Maybe you’ve heard about capsaicin, the molecule in hot peppers that kills cancer, and that you should eat with a glob of fat for maximum anti-cancer destruction? The internet sure does. Writes Elite Daily: “Scientists theorize capsaicin to be a trigger of apoptosis, which encourages cells, including mutated ones, to be turned into new cells.” That’s sort of right (though we’d argue apoptosis is less “encouragement” and more “cellular suicide,” the remnants of which end up eaten by phagocytes), but don’t start dunking everything in a frothy mix of butter and Frank’s Red Hot. Chill before you chili. What’s important here is that, yes, capsaicin does show apoptotic properties, but the science referenced here is in vitro and far from settled.

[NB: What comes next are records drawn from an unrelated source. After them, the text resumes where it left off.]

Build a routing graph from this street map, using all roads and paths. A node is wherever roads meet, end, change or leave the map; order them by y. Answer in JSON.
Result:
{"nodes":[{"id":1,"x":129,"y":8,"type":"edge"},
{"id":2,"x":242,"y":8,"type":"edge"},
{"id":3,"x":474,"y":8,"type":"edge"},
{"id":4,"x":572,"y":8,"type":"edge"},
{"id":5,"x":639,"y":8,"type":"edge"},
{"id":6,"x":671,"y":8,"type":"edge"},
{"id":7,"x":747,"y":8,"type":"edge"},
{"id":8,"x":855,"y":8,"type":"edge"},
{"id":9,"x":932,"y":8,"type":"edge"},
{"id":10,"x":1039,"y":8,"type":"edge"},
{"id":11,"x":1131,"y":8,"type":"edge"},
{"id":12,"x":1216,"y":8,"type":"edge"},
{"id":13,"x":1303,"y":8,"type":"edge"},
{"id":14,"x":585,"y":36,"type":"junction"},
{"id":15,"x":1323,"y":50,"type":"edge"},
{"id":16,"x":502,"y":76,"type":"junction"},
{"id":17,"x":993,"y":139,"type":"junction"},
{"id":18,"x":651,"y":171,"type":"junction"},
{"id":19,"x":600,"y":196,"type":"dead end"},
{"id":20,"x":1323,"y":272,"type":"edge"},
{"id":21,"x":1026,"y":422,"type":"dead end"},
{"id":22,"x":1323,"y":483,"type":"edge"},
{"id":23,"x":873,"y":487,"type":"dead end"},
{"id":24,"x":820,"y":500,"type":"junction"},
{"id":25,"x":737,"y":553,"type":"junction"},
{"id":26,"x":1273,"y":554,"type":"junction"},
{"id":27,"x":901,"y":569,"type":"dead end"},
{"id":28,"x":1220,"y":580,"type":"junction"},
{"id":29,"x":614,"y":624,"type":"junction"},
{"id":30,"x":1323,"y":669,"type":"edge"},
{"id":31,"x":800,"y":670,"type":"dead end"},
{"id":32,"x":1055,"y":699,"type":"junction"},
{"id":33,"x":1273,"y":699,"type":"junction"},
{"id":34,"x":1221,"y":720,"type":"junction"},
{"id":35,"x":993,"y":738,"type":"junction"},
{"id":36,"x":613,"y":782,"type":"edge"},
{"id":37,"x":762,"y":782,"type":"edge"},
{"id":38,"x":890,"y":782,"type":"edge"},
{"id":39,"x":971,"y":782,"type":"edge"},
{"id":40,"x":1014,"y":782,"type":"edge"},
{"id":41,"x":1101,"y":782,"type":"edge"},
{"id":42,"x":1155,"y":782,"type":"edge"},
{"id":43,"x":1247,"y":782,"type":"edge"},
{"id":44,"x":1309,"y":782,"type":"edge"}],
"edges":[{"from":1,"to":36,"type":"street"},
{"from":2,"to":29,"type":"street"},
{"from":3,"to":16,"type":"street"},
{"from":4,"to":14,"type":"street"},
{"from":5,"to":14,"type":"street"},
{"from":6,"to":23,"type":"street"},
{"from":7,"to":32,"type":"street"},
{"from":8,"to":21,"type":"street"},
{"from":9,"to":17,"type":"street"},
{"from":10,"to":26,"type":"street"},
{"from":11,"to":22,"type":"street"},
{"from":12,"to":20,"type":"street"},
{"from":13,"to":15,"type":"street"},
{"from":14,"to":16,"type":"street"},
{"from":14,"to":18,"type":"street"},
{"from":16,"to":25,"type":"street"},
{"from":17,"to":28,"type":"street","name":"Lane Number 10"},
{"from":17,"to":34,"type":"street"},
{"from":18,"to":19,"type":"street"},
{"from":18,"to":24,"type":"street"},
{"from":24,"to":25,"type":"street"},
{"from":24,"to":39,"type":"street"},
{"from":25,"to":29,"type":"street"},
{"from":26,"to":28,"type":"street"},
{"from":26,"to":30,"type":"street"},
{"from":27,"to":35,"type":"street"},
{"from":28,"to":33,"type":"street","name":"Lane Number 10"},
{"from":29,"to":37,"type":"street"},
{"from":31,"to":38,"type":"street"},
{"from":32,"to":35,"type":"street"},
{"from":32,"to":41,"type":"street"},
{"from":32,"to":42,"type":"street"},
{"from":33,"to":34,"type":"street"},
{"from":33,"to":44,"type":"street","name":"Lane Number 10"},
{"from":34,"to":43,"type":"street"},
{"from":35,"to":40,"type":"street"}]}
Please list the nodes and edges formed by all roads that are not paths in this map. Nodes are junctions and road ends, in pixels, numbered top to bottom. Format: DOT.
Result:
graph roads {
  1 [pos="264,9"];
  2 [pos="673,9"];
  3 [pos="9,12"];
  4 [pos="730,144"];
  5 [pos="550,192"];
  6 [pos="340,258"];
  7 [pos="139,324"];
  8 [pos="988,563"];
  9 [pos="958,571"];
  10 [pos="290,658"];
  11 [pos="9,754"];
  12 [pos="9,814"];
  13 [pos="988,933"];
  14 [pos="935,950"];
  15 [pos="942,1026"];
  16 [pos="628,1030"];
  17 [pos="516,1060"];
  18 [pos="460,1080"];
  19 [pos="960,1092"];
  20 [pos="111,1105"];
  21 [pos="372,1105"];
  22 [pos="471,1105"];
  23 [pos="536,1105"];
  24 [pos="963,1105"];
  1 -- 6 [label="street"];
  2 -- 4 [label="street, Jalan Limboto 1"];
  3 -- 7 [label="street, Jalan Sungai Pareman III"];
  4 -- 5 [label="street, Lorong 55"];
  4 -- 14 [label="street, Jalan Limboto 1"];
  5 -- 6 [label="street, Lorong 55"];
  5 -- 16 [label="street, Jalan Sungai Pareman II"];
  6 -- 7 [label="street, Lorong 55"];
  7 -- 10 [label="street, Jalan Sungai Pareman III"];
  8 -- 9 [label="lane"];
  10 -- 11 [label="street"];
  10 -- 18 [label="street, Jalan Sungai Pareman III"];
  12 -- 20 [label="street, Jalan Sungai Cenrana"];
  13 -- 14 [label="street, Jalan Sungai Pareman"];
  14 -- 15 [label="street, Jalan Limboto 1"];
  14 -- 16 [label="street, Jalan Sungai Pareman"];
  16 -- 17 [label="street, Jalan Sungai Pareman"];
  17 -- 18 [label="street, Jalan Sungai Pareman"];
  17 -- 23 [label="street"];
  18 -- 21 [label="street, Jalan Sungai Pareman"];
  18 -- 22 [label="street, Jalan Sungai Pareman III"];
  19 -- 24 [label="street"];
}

The story seems to have been spawned by Time Magazine, which references a study by Massey University researcher David Popovich. Capsaicin applied directly to a cancer cell culture triggers apoptosis, Popovich found. In vitro research is certainly necessary, but a replacement for a phase 3 trial in humans or actionable day-to-day advice this is not. For instance, camel piss kills cancer cells in petri dishes, and no one is lining up to mainline that yet.

That spicy foods influence cancer is an intriguing idea, and one that’s been around for decades. The best reporting on capsaicin and cancer comes with a big squirt of caveat. Take it away, Memorial Sloan Kettering Cancer Center: “Whether capsaicin can protect against or cause cancer is uncertain. More studies are needed to determine how capsaicin actually interacts with cancer cells or aids in their prevention.”

Taking the nuanced approach toward the hot pepper, two University of Minnesota cancer experts evaluated the “conflicting role of capsaicin” in animal and epidemiologic studies in 2011. Preclinical evidence looks good, but studies of human groups culturally inclined to eat spicier foods were inconclusive.

This isn’t to say you should steer clear from your favorite hot sauce — if you’re the guy from The Oatmeal with a throbbing hard-on for little snacky Tesla effigies made out of bacon and Sriracha, go for it. Or not. Whatever — hot peppers aren’t pure capsaicin, anyway.

But don’t guzzle it because you think science says you should, ‘cause cancer research hasn’t really figured this one out yet.